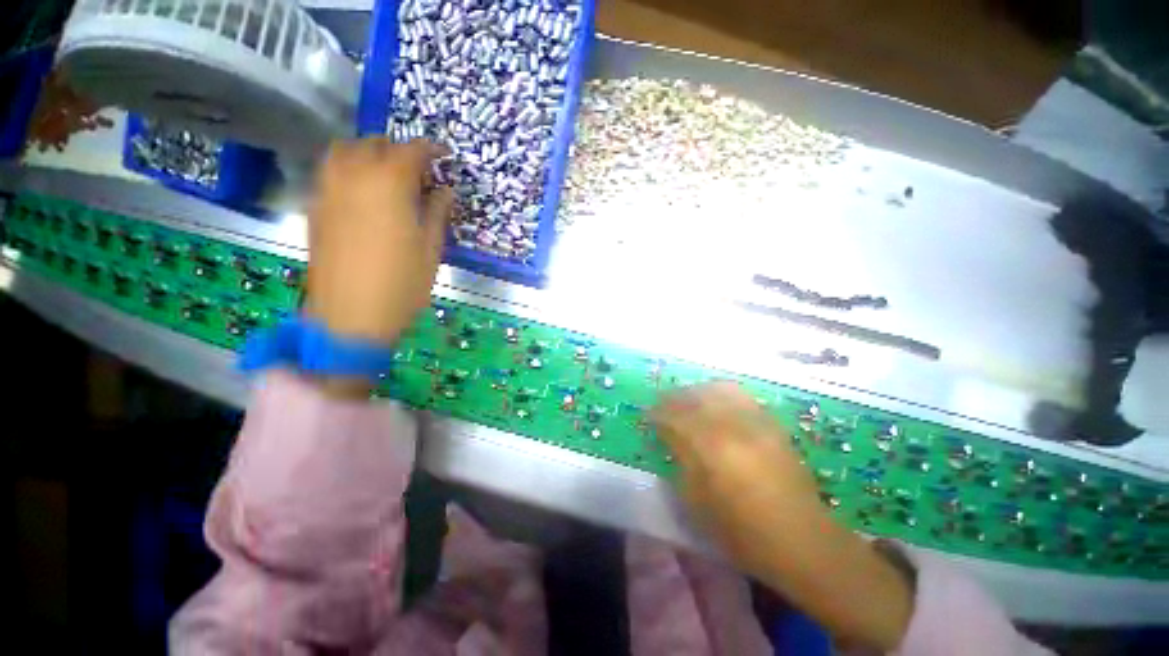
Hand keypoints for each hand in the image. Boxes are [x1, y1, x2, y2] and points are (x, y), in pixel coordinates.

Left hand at [306, 138, 452, 344]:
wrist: (351, 316)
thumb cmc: (402, 285)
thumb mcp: (431, 250)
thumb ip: (436, 213)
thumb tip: (444, 191)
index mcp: (388, 186)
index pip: (411, 151)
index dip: (430, 149)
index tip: (444, 156)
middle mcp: (354, 177)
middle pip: (374, 144)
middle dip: (399, 150)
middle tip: (418, 171)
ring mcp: (328, 191)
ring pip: (344, 151)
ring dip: (368, 154)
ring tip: (386, 176)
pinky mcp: (315, 208)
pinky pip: (330, 172)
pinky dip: (349, 170)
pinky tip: (363, 195)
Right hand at [651, 382, 822, 572]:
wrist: (800, 539)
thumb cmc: (741, 531)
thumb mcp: (697, 502)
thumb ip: (681, 463)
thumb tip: (670, 440)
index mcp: (709, 447)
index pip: (674, 417)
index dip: (657, 414)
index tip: (648, 416)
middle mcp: (731, 426)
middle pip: (694, 398)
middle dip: (674, 398)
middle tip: (662, 403)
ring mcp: (754, 422)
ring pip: (717, 390)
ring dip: (697, 391)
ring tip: (688, 398)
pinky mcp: (771, 424)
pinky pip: (741, 396)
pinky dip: (722, 393)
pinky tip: (715, 400)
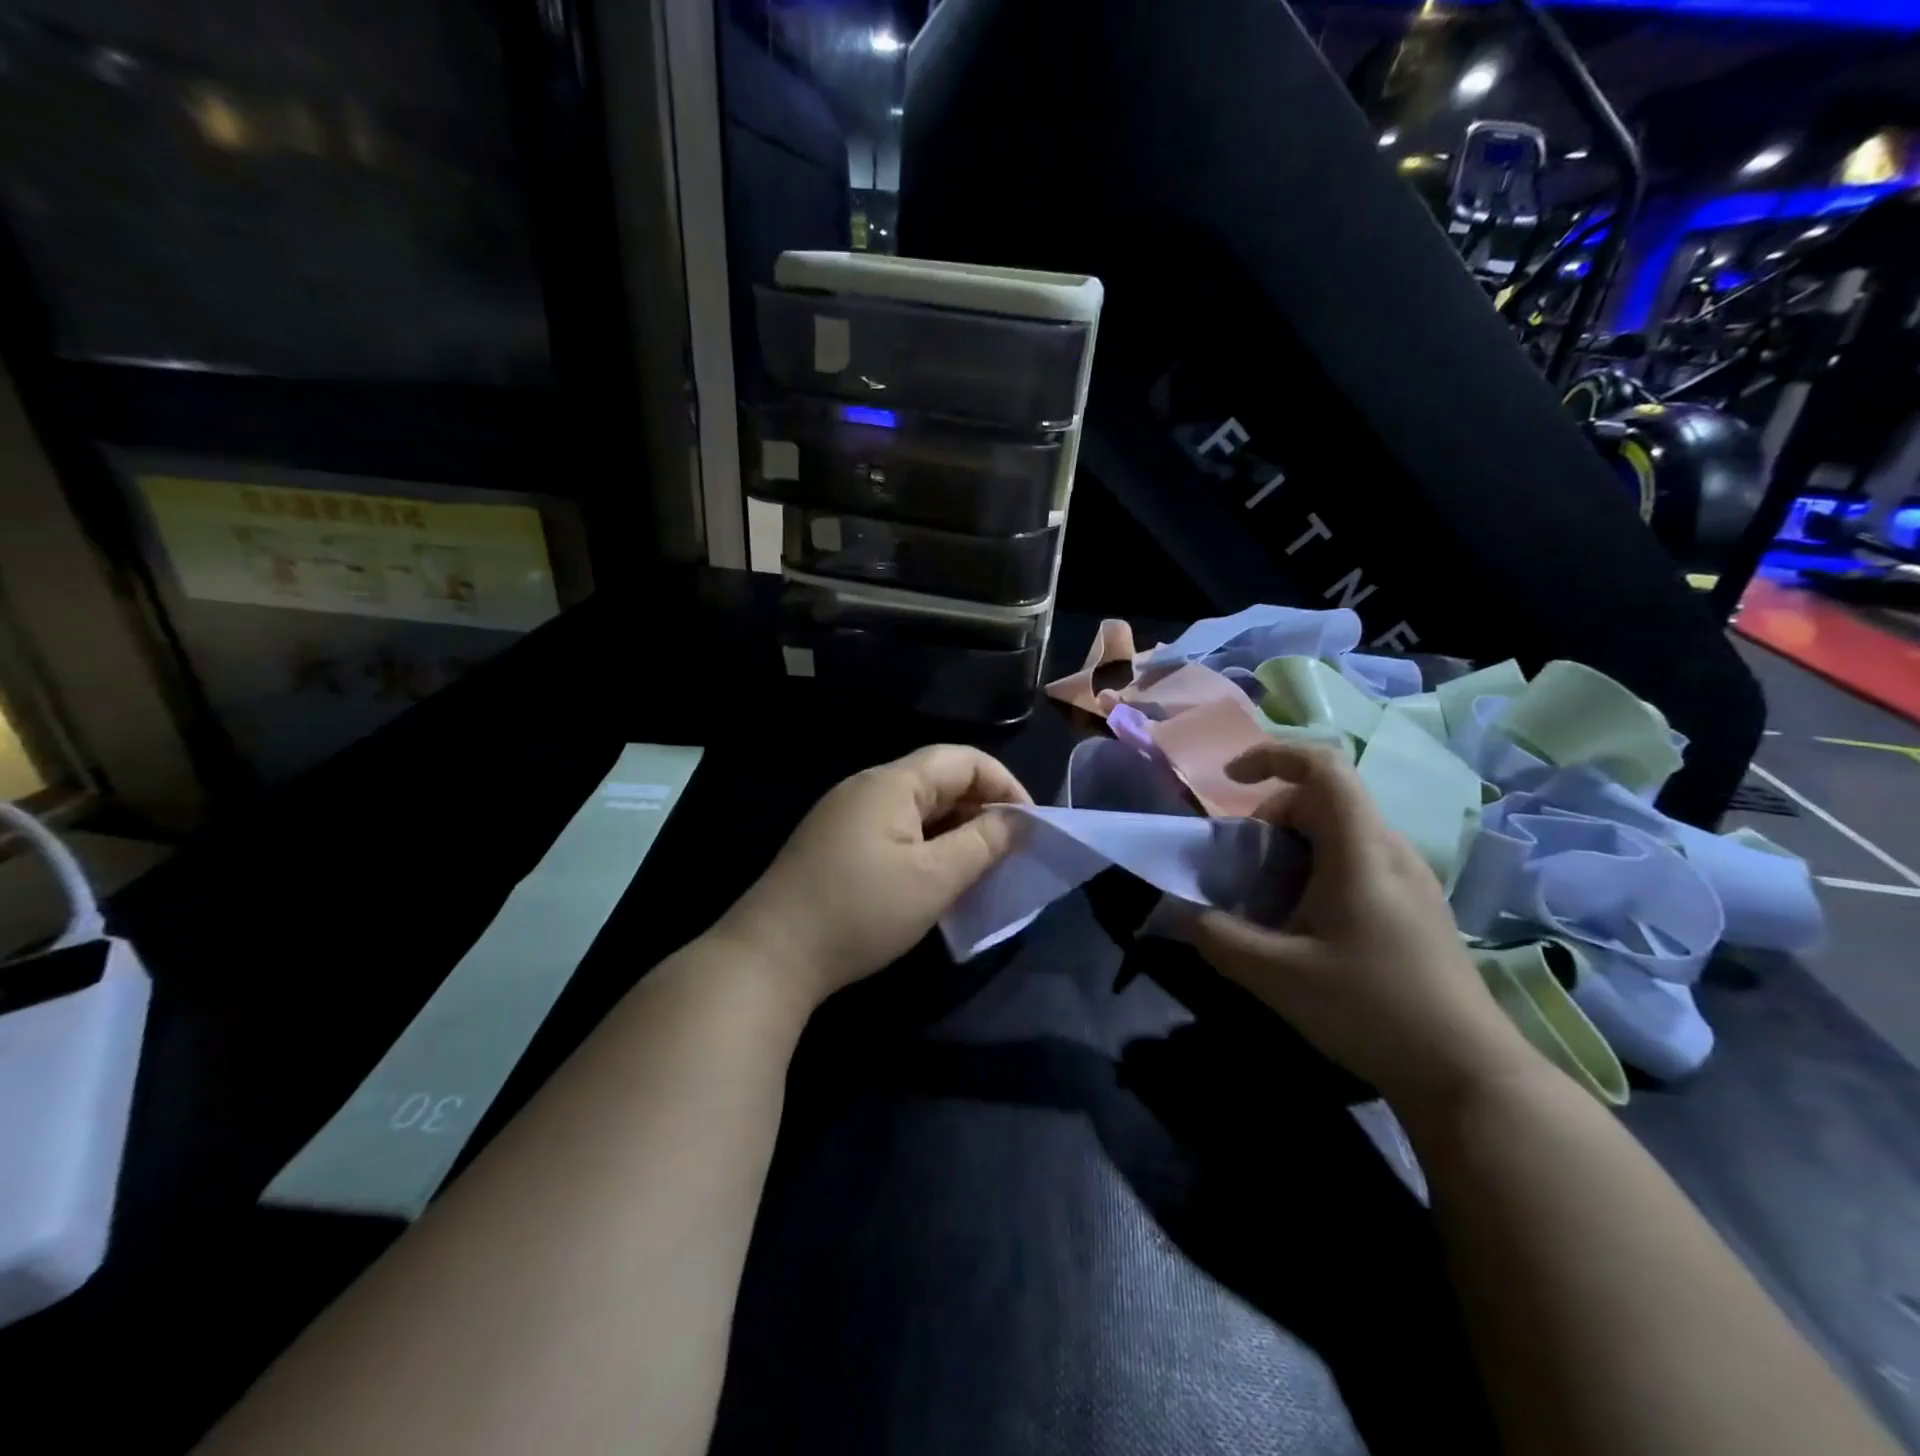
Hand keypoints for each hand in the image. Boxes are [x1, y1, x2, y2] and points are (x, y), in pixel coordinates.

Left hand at [719, 746, 1032, 1008]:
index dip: (1003, 785)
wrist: (771, 955)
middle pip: (939, 779)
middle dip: (982, 807)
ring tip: (981, 864)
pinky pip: (895, 827)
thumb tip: (1017, 822)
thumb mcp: (933, 879)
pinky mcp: (835, 842)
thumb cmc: (860, 911)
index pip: (962, 760)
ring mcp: (847, 814)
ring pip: (917, 806)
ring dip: (955, 828)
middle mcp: (867, 787)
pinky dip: (926, 843)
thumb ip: (982, 844)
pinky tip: (936, 875)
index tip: (1029, 825)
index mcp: (891, 783)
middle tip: (1010, 849)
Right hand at [1191, 742, 1532, 1106]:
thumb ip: (1218, 936)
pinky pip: (1357, 861)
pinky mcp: (1416, 906)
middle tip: (1242, 868)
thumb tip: (1181, 913)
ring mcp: (1410, 879)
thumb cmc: (1371, 1009)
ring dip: (1291, 848)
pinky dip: (1316, 870)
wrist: (1468, 1073)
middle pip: (1323, 799)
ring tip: (1268, 901)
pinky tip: (1306, 926)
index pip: (1323, 766)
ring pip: (1339, 832)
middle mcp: (1391, 850)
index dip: (1272, 755)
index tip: (1230, 780)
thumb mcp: (1277, 976)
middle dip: (1270, 818)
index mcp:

▬▬▬▬▬▬▬▬▬▬

A verbatim copy of the entries, without the pictures, is what this task requires.

__WRITTEN ANSWER__
Hand keypoints for each hand in the image. Boxes are [x1, y1, x2, y2] and points are (x, y), in pixel coordinates.

Left hand at [306, 138, 452, 344]:
wrist: (351, 316)
thumb cmc: (402, 285)
thumb mcp: (431, 250)
thumb ip: (436, 213)
thumb tip: (444, 191)
index mcp: (388, 186)
index pip: (411, 151)
index dip: (430, 149)
index tip: (444, 156)
middle mcp: (354, 177)
middle pip: (374, 144)
middle dip: (399, 150)
middle tip: (418, 171)
ring mcp: (328, 191)
ring pip: (344, 151)
ring dip: (368, 154)
ring tip: (386, 176)
pinky mcp: (315, 208)
pinky pip: (330, 172)
pinky dip: (349, 170)
pinky tip: (363, 195)
Right hand at [651, 382, 822, 572]:
wrist: (800, 539)
thumb cmc: (741, 531)
thumb mcp: (697, 502)
thumb ip: (681, 463)
thumb tip: (670, 440)
index mcp: (709, 447)
index pip: (674, 417)
index dip: (657, 414)
index tip: (648, 416)
middle mcp: (731, 426)
middle pip: (694, 398)
middle dip: (674, 398)
middle tip: (662, 403)
ring mcp: (754, 422)
ring pip: (717, 390)
ring dip: (697, 391)
ring tip: (688, 398)
pinky mcp: (771, 424)
pinky pip: (741, 396)
pinky dip: (722, 393)
pinky tip: (715, 400)
Hand keypoints for each hand in the image. Boxes are [x1, y1, x2, y2] and points are (x, y), in pixel coordinates.

Left hand at [719, 746, 1032, 1008]:
index dip: (1003, 785)
wrist: (771, 955)
middle pip: (939, 779)
middle dip: (982, 807)
ring tip: (981, 864)
pinky pip: (895, 827)
thumb tip: (1017, 822)
thumb mcp: (933, 879)
pinky mcp: (835, 842)
thumb cmc: (860, 911)
index pip: (962, 760)
ring mcp: (847, 814)
ring pip: (917, 806)
ring dip: (955, 828)
middle mcp: (867, 787)
pinky dip: (926, 843)
thumb ip: (982, 844)
pinky tip: (936, 875)
index tip: (1029, 825)
index mcp: (891, 783)
middle tip: (1010, 849)
Right hand at [1191, 742, 1532, 1106]:
thumb ip: (1218, 936)
pinky pip: (1357, 861)
pinky mcp: (1416, 906)
middle tip: (1242, 868)
thumb tip: (1181, 913)
ring mcp: (1410, 879)
thumb cmc: (1371, 1009)
ring dip: (1291, 848)
pinky dip: (1316, 870)
wrist: (1468, 1073)
middle pip: (1323, 799)
ring tip: (1268, 901)
pinky tip: (1306, 926)
index pip: (1323, 766)
ring pip: (1339, 832)
middle mcp: (1391, 850)
index dip: (1272, 755)
index tip: (1230, 780)
thumb mcp: (1277, 976)
middle dip: (1270, 818)
index mcp:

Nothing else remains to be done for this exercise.